One example is Lean Digital, created by my team at Genpact, where I led innovation for a decade. There, design work starts with the analysis of front/middle/ back office flows (legacy, and reimagined to-be) through a lens of human experience where personas can be customers, client organizations, employees, etc.

In the “Generative AI at work” study mentioned earlier, contact center agents didn’t comply with AI’s suggestions, provided in a user interface, all the time, possibly because they found inaccuracy; and yet, compliance was correlated with effectiveness. All of this cannot be left to happen “organically”.

As a result, I suspect a lot of focus will be given to the design of user interfaces that guide humans and machines in their work together — above and beyond the current “chat” format that is intuitive and pleasant but inadequate for many business applications. Lots of guidance for prompt engineering has emerged, but I suspect it will be complemented with something else.

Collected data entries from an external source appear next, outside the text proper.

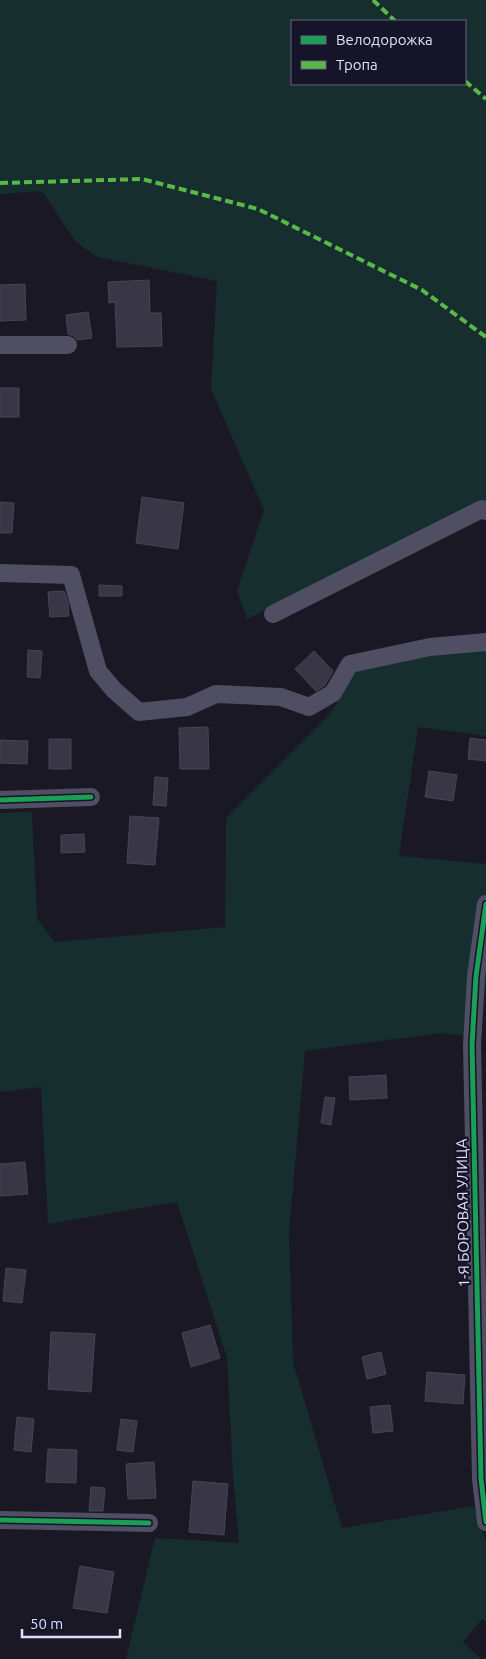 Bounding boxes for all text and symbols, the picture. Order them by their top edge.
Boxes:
legend [291,20,466,85]
text: Велодорожка [336,31,433,48]
text: Тропа [336,56,378,73]
street label: 1-Я БОРОВАЯ УЛИЦА [453,1138,472,1288]
scale bar [22,1606,120,1638]
text: 50 m [30,1615,63,1632]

“It’s the process, stupid”

“Out of the box”, and standalone, neither AI nor humans deliver the quality, speed, and cost levels that we need. The solution will not be, at least for some time, just a few more trillion parameters in LLM models.

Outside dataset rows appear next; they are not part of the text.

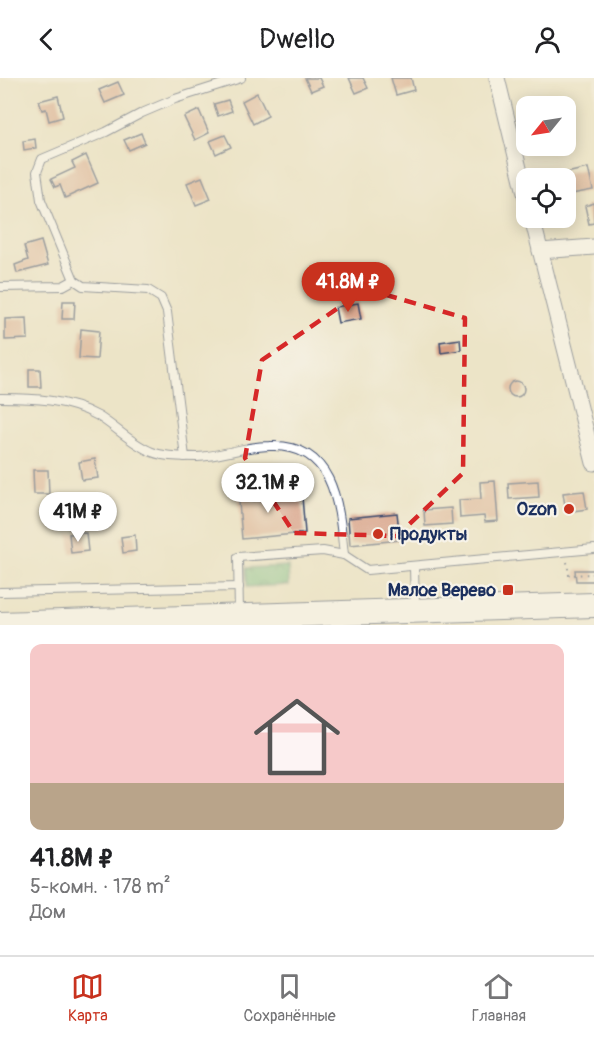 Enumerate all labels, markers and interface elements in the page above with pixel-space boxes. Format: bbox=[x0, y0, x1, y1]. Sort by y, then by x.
icon: back bbox=[30, 23, 63, 56]
text: Dwello bbox=[259, 23, 335, 56]
icon: person bbox=[531, 23, 564, 56]
north arrow bbox=[516, 96, 576, 156]
map controls bbox=[516, 96, 576, 228]
button: locate bbox=[516, 168, 576, 228]
pin: 41.8M ₽ bbox=[293, 262, 403, 313]
text: 41.8M ₽ bbox=[316, 269, 380, 294]
pin: 32.1M ₽ bbox=[213, 463, 323, 514]
text: 32.1M ₽ bbox=[235, 470, 301, 495]
pin: 41M ₽ bbox=[36, 492, 120, 543]
place label: Ozon bbox=[517, 498, 557, 521]
text: 41M ₽ bbox=[53, 499, 103, 524]
marker: Ozon bbox=[562, 502, 576, 516]
place label: Продукты bbox=[390, 523, 467, 546]
marker: Продукты bbox=[371, 527, 385, 541]
place label: Малое Верево bbox=[388, 579, 496, 602]
marker: Малое Верево bbox=[501, 583, 515, 597]
icon: home bbox=[243, 683, 351, 791]
text: 41.8M ₽ bbox=[30, 842, 114, 874]
text: 5-комн. · 178 m² bbox=[30, 874, 171, 899]
text: Дом bbox=[30, 899, 66, 924]
tab: Карта bbox=[68, 970, 108, 1026]
tab: Сохранённые bbox=[244, 970, 336, 1026]
tab: Главная bbox=[472, 970, 526, 1026]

We urgently need a rework of our process and operating model design approaches.

With LLMs there are incredible opportunities for generating additional process designs, not least because the people/process/tech/data stack is blurring: data becomes ingrained in the software, and the work of existing people, processes, and tech can be delivered by some of the new systems, especially when woven together with Langchain-type (Python-supported prompt chaining) tools. The prospect of being able to chain multimodel LLM steps is a most exciting opportunity for anyone engaged in business operations today.

We need new frames of reference, such as thinking in terms of augmentation of collective intelligence, instead of just individual human-machine interactions or, even worse, AI-only solutions. This is a whole new world for process design management, and ours to build. The size of the prize is immense.